Bryant shoots a lot of reality programs. He said that with tape, a good sound bite might get away because there is a three- to five- second delay before it starts recording.

With the Sony XDCam, he said, "it doesn't matter if we're shooting the tops of their feet at the moment, we'll cover it with B-roll, but we've got the sound bite."

Bryant is also a fan of the XDCam's ability to make a low-resolution "proxy" version of the 50 mbps video it records.

"When you go into post-production you can work with the low-res, and then you auto-assemble the high-res."

Initially he had been concerned about using a brand new technology.

"None of my concerns were really founded," he said.

Bryant's crews found their BetaCam experience prepared them for the new cameras.

"I think you could put a blindfold on a camera operator and he could operate the XDCam just the same as the tape cameras," he said.


Though cable news channel New York One will just be taking delivery of their first Panasonic P2 gear when this article comes out, NY1 vice president and general manager, Steve Paulus, used the equipment in Japan in March.

"We covered the Yankees opening series over there, and I was absolutely sold after using the gear for that job," he said.

NY1 is making the transition from its current DVCPRO tape-based equipment to the P2, gradually over the fall.

"The P2 eliminates the wait to ingest material into the station's servers, so news footage is available immediately to NY1 for editing," said Paulus. "With faster acquisition and editing, breaking news airs sooner."

While the NY1 videographers will have to make certain changes in their workflow to get material off the memory cards and into the editing servers, he said the transfer speed more than makes up for it.

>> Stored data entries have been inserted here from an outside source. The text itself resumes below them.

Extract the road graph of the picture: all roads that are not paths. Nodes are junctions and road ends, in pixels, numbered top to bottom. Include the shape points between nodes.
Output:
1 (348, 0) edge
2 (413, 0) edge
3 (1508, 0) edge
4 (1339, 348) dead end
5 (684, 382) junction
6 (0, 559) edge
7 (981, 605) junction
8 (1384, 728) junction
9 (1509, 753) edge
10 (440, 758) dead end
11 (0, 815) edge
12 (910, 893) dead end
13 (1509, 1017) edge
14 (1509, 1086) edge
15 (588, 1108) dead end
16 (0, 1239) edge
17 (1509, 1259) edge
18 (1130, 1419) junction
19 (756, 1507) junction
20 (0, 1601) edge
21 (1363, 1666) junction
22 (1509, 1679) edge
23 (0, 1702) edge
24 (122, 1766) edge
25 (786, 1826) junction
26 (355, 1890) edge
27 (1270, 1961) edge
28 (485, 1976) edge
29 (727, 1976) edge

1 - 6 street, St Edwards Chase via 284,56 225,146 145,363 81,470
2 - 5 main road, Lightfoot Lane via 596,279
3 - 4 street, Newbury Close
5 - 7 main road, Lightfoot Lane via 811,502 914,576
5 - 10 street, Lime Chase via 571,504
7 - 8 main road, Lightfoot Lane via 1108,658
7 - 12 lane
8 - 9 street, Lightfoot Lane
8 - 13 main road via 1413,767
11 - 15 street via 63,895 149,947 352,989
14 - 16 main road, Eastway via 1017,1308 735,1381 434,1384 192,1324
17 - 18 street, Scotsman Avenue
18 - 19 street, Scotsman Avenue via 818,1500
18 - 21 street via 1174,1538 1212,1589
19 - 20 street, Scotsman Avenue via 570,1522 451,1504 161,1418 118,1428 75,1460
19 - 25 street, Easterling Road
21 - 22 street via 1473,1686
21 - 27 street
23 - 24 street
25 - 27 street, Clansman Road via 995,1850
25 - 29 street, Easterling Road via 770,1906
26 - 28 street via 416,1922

"For our way of working and the quick turnarounds we do with stories," he said, "this is ideal."


"When the Avid sees what the FireStore has written, it sees Avid media," said Jeff Tucker, Idaho Public TV Production Panager. "That's very helpful, because you don't have to transcode to real-time or computer-time into something the Avid can read."

Focus Enhancements' FS3 takes camcorder video directly from the FireWire port, and gives Tucker's news group the ability to move video they've shot quickly into the editing environment by plugging the disks directly into the editing system.

The 40 GB hard drives in the FS3 hold 180 minutes of DV video, and are replaceable.

"We did not buy multiple hard drives, we bought one hard drive per FireStore," said Tucker.

Originally, Tucker's camera operators rolled tape in their camcorders simultaneously as a backup. Because his production crews reformat the drives each week, they've found that for certain long-developing stories, they're better served shooting and storing on tape.

Tucker said there are a lot of capabilities of the FireStore he and his group haven't utilized yet.

"We've just scratched the surface on what the FireStore can do in terms of playback and shot-marking and that kind of stuff."


The crews at 1010TV, an Internet broadcasting network based in Polson, Mont., also rolled tape in their camcorders as backup when they first began using their nNovia QuickCapture hard drive-based recorders, but quickly found they could rely on the units.

"We just got through shooting this TV show that's going to be on Saturday morning," said 1010TV vice president of sales and marketing Jim Greer. "[It] was shot in Waco, Texas-a mountain bike, downhill type racing thing-shot on hard disc and edited right off the disc."

One of 1010TV's specialties is drag-race videos, and they've found no recording device that can stand up to the vibration of a 7000 HP dragster. But by using the QuickCapture unattached to the camcorder, Greer is going to try a different type of shock mount.

"We're going to mount the QuickCapture to the driver's stomach," he said. "That may just take enough vibration out."